Valid Error Bars for Neural Weather Models using Conformal Prediction

TL;DR

This paper introduces a conformal prediction framework that provides reliable uncertainty estimates for neural weather models without altering their structure, enhancing trust and interpretability of forecasts.

Contribution

It formalizes a model-agnostic, post-processing method for calibrated error bounds applicable across variables, lead times, and locations in neural weather forecasting.

Findings

Provides calibrated error bounds for all forecast variables

Applicable to both deterministic and probabilistic models

Computationally efficient with negligible additional cost

Abstract

Neural weather models have shown immense potential as inexpensive and accurate alternatives to physics-based models. However, most models trained to perform weather forecasting do not quantify the uncertainty associated with their forecasts. This limits the trust in the model and the usefulness of the forecasts. In this work we construct and formalise a conformal prediction framework as a post-processing method for estimating this uncertainty.
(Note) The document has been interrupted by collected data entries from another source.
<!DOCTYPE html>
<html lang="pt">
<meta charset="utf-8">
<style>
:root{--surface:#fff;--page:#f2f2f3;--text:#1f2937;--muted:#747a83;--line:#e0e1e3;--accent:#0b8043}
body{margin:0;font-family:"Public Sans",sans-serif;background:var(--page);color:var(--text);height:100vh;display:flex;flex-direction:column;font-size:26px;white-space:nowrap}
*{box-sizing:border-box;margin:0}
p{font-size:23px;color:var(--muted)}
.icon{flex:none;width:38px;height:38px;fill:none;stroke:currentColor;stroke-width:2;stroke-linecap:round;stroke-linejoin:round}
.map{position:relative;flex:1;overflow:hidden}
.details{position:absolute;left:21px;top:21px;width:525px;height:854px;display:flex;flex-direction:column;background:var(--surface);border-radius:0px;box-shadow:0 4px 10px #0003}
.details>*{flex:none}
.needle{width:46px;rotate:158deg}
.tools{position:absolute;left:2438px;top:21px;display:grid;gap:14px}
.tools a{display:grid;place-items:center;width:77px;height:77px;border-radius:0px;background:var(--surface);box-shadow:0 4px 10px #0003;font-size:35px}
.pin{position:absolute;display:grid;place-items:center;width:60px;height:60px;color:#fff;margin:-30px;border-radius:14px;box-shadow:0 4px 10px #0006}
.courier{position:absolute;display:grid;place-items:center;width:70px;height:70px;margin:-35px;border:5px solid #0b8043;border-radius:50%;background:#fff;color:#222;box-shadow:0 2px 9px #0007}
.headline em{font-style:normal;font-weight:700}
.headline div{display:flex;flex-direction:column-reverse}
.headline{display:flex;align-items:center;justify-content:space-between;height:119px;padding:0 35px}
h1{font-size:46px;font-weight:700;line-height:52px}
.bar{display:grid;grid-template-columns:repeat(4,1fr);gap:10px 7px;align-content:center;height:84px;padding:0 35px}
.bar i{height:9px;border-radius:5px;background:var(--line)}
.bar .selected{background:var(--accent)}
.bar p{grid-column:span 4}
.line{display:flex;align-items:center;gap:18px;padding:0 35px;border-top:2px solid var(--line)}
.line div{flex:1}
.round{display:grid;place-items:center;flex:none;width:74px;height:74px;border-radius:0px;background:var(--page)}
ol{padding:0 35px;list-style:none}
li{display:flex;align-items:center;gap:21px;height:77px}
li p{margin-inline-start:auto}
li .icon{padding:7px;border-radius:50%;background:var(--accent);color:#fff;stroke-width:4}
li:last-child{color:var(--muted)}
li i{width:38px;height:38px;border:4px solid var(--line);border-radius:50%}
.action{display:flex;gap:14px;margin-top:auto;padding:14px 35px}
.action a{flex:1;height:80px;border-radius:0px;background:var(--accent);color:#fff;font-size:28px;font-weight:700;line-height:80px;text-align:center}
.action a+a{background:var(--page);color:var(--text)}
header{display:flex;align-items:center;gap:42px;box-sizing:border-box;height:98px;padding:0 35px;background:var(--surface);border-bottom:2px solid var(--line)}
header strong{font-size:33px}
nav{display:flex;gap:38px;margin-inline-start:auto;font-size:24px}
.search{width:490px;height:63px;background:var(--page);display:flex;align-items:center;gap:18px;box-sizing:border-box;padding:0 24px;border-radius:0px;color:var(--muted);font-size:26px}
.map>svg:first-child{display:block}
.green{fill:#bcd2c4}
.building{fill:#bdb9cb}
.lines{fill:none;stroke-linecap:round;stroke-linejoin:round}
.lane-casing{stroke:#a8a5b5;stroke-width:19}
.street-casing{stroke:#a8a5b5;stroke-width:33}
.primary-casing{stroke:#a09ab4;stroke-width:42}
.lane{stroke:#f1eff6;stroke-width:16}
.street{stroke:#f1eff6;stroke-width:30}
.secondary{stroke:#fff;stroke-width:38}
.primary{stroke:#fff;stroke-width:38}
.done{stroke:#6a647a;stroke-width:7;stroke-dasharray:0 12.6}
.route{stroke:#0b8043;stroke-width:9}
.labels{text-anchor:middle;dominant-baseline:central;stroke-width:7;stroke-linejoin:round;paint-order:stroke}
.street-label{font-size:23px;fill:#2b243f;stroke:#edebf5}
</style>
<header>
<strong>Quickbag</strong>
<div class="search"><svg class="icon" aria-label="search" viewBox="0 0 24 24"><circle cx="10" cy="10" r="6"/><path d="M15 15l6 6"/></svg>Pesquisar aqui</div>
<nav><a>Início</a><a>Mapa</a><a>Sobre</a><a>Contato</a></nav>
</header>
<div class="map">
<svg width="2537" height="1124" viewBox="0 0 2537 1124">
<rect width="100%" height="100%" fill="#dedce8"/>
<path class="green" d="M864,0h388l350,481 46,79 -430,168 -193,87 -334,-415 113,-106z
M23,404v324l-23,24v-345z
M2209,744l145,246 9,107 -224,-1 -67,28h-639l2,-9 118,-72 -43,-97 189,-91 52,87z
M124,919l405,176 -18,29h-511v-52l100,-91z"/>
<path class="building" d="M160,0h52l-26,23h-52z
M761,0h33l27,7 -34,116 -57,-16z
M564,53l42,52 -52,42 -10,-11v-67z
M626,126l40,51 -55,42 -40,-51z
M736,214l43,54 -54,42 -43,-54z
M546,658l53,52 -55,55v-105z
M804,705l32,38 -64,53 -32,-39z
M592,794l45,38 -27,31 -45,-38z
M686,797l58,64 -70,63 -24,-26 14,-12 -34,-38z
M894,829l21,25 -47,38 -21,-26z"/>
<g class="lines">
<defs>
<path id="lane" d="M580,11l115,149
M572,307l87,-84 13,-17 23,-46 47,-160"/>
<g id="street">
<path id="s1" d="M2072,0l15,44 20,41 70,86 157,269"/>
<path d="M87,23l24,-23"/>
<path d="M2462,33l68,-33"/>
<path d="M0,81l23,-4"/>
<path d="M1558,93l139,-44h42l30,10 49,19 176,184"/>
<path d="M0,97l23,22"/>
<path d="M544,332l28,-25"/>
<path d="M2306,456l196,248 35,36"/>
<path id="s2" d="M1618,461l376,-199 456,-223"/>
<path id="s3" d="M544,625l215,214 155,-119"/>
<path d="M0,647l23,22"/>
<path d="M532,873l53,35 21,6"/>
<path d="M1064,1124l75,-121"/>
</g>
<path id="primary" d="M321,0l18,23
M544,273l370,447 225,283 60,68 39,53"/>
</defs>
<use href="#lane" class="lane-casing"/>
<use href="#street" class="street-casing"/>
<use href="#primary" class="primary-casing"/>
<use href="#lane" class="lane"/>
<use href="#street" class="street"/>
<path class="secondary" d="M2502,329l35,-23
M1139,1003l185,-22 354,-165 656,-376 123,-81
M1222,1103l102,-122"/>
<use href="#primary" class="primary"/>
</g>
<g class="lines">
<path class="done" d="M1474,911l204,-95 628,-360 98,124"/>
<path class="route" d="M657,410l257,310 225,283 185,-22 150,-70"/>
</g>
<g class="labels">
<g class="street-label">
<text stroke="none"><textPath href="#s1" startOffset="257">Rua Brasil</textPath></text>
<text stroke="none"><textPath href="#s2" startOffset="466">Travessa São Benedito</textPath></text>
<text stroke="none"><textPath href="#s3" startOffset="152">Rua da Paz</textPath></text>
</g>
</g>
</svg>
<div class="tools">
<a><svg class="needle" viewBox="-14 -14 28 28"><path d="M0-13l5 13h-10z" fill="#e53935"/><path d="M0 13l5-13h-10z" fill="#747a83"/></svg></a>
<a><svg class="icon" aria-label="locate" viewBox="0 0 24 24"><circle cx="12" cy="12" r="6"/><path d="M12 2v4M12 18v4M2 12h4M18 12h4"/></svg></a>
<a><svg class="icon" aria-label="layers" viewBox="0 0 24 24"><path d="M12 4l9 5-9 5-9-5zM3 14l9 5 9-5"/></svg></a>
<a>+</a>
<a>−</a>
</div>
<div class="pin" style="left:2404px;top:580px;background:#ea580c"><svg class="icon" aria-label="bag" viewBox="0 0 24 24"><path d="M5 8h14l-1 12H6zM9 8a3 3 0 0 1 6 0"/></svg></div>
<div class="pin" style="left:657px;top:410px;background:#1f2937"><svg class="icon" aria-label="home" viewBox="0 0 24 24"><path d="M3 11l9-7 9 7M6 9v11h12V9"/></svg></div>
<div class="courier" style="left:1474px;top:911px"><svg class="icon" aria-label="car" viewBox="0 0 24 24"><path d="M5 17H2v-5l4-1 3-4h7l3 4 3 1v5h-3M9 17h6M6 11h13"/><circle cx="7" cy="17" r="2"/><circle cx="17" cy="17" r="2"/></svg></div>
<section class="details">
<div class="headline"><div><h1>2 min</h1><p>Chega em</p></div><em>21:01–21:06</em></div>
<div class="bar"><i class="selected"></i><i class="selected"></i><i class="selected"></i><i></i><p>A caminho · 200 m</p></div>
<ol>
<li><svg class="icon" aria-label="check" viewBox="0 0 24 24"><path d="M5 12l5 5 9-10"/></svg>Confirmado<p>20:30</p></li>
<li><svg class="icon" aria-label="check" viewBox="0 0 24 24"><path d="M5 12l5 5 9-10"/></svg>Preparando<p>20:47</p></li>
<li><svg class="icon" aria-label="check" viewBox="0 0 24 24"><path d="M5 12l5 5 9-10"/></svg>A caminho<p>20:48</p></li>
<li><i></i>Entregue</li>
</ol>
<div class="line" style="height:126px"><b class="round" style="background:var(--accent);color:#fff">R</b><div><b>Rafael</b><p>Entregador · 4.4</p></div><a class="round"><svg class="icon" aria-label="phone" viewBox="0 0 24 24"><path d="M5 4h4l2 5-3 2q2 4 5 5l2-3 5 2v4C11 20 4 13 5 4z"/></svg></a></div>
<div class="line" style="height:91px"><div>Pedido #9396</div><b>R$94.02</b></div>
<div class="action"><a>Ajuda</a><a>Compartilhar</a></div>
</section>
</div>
The method is model-agnostic and gives calibrated error bounds for all variables, lead times and spatial locations. No modifications are required to the model and the computational cost is negligible compared to model training. We demonstrate the usefulness of the conformal prediction framework on a limited area neural weather model for the Nordic region. We further explore the advantages of the framework for deterministic and probabilistic models.